◆ **Input**
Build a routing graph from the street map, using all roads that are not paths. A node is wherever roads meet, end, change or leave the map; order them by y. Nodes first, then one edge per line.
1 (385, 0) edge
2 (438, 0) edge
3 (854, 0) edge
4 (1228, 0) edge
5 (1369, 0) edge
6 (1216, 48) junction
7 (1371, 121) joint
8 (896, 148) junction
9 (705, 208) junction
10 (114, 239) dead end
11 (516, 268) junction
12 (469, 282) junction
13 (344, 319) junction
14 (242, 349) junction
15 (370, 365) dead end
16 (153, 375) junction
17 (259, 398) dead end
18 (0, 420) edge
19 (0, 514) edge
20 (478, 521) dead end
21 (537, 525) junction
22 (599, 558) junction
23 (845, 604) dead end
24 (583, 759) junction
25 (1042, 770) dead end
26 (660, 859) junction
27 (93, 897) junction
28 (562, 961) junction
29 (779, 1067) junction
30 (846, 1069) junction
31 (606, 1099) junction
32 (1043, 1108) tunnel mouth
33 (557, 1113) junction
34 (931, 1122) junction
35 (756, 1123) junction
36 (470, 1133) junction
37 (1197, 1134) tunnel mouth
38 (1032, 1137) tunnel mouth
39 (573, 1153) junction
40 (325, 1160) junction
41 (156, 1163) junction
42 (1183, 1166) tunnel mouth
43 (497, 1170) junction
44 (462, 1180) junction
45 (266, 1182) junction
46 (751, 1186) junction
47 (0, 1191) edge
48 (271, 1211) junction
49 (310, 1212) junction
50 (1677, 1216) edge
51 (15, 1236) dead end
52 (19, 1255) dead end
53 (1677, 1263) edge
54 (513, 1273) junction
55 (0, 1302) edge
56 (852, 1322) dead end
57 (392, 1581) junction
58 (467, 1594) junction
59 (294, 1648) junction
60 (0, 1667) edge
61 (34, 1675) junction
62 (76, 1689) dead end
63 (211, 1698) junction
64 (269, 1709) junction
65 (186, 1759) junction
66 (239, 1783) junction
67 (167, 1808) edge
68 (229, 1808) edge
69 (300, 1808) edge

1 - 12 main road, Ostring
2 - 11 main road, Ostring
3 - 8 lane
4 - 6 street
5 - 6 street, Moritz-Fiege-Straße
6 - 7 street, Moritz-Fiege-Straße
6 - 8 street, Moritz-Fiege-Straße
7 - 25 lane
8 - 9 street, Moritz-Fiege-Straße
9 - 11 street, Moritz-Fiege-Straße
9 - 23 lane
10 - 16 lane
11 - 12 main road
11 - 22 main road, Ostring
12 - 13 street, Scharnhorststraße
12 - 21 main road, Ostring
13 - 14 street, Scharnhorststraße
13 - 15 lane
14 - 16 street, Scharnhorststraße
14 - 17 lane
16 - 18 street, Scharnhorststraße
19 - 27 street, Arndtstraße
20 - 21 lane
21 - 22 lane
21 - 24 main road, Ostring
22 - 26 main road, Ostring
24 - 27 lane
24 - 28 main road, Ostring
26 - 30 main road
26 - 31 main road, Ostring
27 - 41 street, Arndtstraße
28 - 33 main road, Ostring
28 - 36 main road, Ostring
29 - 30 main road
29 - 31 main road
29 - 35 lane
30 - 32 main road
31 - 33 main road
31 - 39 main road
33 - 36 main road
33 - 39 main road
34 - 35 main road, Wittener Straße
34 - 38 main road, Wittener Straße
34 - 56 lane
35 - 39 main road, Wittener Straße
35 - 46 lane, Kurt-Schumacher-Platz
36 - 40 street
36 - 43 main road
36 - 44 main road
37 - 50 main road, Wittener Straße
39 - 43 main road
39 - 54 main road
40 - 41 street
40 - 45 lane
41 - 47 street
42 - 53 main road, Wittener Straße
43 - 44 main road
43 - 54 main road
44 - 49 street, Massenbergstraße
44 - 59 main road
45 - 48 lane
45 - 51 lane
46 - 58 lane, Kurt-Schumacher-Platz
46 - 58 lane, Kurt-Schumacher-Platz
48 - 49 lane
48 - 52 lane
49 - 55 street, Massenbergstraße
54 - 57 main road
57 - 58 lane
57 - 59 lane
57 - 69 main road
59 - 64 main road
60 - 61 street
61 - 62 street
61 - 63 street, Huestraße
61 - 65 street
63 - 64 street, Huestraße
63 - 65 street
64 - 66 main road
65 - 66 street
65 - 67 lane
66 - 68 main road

◆ **What is being asked**
In how many lines of the listing does the word "Ostring" appear? Give the number by itself.

◆ **Completed exercise**
10